**WHAT YOU ARE ASKED TO DO**
Your answer should repeat every line of the records below in which the word "Buxton" appears.
------------------------------------------------------------------------
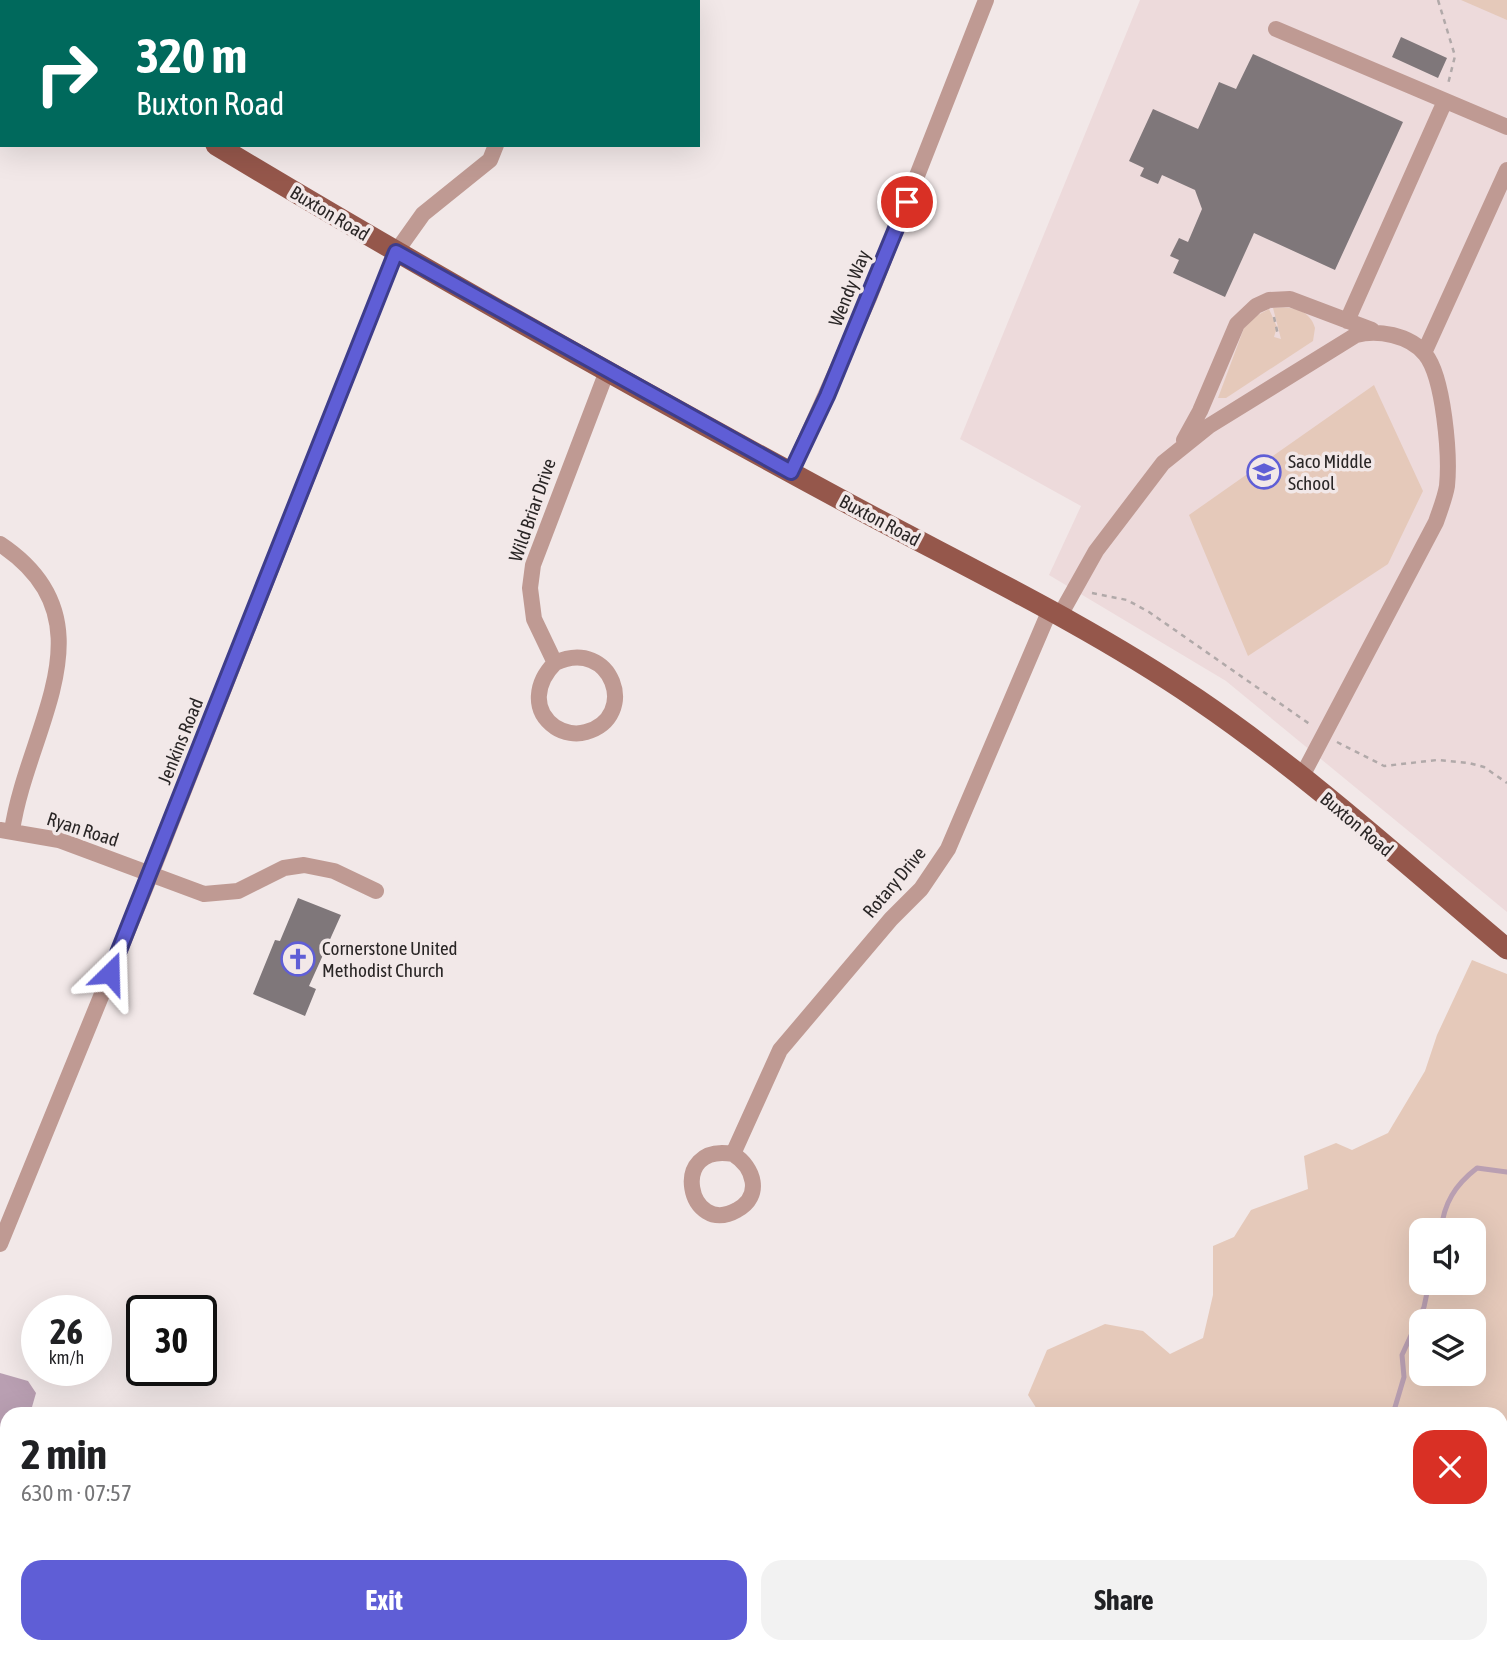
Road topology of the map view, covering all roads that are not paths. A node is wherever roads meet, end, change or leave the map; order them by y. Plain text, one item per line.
1 (986, 0) edge
2 (1276, 29) dead end
3 (1442, 99) junction
4 (1507, 127) edge
5 (219, 147) edge
6 (495, 147) edge
7 (1507, 170) edge
8 (396, 252) junction
9 (1347, 321) junction
10 (1372, 330) junction
11 (1424, 353) junction
12 (607, 371) junction
13 (1180, 447) junction
14 (791, 472) junction
15 (0, 544) edge
16 (1054, 614) junction
17 (555, 663) junction
18 (1301, 778) junction
19 (6, 831) edge
20 (151, 874) junction
21 (376, 891) dead end
22 (1505, 944) edge
23 (733, 1154) dead end
24 (0, 1244) edge

1 - 14 street, Wendy Way
2 - 3 street
3 - 4 street
3 - 9 street
5 - 8 main road, Buxton Road
6 - 8 street, Jenkins Road
7 - 11 street
8 - 12 main road, Buxton Road
8 - 20 street, Jenkins Road
9 - 10 street
9 - 13 street
10 - 11 street
10 - 13 street
11 - 18 street
12 - 14 main road, Buxton Road
12 - 17 street, Wild Briar Drive
13 - 16 street, Rotary Drive
14 - 16 main road, Buxton Road
15 - 19 street
16 - 18 main road, Buxton Road
16 - 23 street, Rotary Drive
17 - 17 street
18 - 22 main road, Buxton Road
19 - 20 street, Ryan Road
20 - 21 street, Ryan Road
20 - 24 street, Jenkins Road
------------------------------------------------------------------------
**OUTPUT BELOW**
5 - 8 main road, Buxton Road
8 - 12 main road, Buxton Road
12 - 14 main road, Buxton Road
14 - 16 main road, Buxton Road
16 - 18 main road, Buxton Road
18 - 22 main road, Buxton Road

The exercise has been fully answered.